*** Begin section ***

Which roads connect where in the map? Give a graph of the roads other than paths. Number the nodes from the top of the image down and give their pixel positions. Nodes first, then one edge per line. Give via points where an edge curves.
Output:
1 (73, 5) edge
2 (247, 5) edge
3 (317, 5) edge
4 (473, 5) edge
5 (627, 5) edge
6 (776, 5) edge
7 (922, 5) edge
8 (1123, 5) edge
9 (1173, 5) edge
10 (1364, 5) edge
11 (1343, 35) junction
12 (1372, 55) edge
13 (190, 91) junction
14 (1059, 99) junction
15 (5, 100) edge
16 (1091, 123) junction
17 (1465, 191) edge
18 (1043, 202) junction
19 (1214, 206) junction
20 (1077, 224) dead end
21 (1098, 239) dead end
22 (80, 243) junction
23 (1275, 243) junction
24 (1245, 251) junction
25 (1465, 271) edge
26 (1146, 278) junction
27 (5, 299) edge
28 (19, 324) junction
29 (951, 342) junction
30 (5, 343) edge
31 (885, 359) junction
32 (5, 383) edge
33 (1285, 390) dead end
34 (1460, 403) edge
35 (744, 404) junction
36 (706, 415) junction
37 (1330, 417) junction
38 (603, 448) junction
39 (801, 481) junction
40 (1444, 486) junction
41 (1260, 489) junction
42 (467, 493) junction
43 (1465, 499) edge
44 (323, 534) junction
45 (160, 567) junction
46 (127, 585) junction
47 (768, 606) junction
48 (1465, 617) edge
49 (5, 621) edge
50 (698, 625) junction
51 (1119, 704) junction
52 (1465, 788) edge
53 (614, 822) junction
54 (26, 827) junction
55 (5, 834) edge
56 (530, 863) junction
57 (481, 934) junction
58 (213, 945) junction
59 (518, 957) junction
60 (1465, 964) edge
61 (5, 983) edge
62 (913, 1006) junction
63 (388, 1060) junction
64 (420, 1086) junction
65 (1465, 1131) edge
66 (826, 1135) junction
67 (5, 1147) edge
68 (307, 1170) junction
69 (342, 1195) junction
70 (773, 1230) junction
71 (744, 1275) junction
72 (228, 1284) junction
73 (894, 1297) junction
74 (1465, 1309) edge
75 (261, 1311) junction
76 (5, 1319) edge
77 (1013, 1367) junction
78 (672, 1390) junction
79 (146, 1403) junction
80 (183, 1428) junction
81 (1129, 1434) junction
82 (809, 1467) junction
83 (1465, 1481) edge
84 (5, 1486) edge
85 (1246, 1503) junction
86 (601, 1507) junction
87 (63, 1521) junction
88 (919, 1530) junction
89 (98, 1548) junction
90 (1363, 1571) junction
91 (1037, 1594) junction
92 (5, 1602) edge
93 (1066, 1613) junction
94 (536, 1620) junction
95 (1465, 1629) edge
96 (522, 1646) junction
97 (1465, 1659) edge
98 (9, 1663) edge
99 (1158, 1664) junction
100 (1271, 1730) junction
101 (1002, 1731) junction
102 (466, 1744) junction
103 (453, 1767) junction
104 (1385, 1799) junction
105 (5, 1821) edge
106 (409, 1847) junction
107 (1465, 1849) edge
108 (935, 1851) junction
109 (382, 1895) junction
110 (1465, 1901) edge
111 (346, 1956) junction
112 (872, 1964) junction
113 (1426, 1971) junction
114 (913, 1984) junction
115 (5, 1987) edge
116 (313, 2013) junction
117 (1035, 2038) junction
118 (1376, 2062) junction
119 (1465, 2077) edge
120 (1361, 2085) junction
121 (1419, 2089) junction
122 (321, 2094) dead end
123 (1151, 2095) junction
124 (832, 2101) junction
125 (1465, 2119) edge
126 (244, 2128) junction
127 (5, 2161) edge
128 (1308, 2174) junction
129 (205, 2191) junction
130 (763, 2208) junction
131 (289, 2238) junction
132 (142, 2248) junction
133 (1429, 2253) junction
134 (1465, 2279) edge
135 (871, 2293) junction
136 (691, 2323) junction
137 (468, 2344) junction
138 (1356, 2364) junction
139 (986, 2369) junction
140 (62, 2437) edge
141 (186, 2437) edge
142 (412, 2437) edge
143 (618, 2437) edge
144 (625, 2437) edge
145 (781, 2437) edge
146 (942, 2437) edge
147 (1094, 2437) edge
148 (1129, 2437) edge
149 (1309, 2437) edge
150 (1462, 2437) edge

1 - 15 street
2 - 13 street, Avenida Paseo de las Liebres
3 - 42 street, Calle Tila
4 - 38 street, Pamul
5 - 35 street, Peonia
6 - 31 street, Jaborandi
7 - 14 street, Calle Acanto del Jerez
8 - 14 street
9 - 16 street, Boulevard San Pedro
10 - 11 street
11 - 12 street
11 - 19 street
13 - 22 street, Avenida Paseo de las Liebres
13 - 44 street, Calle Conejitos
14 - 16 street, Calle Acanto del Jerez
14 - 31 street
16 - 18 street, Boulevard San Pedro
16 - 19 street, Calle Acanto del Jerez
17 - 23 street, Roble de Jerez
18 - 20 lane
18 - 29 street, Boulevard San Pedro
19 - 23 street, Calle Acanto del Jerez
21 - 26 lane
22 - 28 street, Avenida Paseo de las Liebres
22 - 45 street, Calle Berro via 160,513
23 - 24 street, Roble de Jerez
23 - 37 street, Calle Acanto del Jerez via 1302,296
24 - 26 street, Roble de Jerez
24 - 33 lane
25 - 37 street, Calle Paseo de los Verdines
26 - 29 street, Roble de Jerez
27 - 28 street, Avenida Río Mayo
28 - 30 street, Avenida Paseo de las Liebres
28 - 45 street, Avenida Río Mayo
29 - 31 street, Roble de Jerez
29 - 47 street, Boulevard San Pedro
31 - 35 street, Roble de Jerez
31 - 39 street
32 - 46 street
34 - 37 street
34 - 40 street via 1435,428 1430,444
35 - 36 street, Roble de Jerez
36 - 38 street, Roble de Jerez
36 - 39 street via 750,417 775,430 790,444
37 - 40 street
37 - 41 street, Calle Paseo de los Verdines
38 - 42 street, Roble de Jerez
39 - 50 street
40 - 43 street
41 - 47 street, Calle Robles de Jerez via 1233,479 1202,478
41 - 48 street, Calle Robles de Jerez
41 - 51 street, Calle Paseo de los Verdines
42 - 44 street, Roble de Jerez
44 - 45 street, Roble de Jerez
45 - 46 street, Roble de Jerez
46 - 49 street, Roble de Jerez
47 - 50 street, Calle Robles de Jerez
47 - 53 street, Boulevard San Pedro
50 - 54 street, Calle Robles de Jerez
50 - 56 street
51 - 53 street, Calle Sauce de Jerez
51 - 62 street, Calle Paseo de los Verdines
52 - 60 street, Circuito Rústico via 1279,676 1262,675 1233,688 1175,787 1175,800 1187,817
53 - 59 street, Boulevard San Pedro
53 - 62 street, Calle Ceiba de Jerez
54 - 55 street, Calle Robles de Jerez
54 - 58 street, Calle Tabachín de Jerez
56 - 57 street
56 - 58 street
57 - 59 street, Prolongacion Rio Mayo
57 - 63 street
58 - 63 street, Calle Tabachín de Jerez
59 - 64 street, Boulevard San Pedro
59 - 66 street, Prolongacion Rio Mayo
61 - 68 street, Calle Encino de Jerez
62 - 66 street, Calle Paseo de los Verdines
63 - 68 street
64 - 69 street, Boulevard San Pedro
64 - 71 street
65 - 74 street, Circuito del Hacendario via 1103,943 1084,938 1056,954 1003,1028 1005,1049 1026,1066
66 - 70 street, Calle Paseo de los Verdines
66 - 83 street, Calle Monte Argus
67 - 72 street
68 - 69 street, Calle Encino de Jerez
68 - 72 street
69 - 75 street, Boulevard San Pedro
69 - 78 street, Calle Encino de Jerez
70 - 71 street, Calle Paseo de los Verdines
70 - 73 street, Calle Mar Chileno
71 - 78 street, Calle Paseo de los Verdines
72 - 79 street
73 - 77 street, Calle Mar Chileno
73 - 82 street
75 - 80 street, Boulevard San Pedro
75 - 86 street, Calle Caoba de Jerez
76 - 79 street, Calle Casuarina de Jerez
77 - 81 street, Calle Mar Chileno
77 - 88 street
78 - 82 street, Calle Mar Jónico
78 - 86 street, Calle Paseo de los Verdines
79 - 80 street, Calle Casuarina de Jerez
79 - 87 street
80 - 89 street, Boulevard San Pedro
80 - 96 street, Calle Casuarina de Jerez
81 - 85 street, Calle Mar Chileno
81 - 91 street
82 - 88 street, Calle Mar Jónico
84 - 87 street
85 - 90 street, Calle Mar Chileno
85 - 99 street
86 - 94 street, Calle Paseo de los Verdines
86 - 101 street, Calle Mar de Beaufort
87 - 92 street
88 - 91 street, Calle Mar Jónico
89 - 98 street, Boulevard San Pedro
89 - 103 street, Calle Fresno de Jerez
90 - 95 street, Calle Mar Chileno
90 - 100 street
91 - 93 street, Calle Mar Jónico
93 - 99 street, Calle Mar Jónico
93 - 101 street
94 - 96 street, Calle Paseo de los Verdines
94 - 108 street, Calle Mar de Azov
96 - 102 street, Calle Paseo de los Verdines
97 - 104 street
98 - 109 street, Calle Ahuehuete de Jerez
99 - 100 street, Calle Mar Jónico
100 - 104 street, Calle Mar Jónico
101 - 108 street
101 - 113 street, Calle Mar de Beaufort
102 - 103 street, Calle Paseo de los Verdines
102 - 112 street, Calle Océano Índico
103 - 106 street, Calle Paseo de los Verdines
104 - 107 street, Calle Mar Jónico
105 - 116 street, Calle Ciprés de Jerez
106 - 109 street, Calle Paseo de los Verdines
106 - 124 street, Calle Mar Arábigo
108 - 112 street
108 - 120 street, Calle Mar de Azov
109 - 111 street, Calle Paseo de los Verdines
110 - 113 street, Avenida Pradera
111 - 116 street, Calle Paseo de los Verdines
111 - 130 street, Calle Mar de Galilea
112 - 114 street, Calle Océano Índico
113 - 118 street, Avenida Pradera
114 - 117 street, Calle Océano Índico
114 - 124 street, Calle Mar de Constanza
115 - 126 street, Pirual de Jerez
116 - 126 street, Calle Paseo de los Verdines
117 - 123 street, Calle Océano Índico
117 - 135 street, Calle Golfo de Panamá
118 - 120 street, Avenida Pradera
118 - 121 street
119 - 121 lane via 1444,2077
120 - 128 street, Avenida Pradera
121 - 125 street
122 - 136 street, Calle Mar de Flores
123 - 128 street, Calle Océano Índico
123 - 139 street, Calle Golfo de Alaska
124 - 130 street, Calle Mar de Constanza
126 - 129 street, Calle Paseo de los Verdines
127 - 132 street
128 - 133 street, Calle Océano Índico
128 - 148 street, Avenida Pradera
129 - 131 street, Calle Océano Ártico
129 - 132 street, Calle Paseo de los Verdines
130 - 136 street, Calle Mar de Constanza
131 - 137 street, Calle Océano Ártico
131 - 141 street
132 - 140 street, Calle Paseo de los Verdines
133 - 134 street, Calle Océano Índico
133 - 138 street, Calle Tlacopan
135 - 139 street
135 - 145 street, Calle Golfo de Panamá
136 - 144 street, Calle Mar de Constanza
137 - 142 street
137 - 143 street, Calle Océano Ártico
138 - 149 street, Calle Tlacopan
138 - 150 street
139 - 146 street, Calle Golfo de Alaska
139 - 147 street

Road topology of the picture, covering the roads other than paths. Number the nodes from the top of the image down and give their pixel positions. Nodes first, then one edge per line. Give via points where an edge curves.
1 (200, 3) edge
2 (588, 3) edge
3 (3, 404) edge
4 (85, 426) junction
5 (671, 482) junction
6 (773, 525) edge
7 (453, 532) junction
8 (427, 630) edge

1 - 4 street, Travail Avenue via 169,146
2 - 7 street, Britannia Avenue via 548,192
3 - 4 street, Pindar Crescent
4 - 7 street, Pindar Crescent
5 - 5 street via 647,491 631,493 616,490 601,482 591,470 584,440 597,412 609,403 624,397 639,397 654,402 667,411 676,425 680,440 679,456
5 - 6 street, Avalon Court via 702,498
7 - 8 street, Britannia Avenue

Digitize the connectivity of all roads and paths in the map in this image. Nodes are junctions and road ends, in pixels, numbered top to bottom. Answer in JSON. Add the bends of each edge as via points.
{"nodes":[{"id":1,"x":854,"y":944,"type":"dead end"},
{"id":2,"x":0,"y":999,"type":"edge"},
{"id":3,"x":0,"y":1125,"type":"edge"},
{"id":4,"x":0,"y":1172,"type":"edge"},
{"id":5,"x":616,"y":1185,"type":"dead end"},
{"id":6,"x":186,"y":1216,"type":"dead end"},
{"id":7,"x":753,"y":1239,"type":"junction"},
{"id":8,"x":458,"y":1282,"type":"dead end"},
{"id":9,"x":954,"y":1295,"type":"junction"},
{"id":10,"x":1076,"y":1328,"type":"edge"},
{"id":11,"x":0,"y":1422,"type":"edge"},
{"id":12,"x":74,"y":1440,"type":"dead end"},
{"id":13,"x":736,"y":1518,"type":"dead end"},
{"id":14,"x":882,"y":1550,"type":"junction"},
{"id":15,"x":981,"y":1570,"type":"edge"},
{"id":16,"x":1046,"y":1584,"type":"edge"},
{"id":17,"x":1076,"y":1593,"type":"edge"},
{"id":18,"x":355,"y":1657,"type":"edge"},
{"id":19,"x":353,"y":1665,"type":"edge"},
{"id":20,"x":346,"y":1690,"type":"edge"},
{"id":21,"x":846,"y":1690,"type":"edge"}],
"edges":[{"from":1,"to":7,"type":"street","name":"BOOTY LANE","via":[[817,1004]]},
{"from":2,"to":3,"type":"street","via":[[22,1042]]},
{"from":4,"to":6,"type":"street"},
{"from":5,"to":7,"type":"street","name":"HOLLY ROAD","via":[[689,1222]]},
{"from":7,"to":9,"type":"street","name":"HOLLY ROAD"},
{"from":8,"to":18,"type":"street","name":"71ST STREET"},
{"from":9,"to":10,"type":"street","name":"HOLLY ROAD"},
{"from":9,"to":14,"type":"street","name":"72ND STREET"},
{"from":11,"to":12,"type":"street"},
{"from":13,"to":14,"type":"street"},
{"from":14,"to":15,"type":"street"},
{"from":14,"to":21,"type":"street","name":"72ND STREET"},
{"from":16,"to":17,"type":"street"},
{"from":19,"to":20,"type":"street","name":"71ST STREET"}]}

*** End section ***

### Exercise brief
From the entries, report every line in which the string "Avenue" occurs.

### Exercise output
1 - 4 street, Travail Avenue via 169,146
2 - 7 street, Britannia Avenue via 548,192
7 - 8 street, Britannia Avenue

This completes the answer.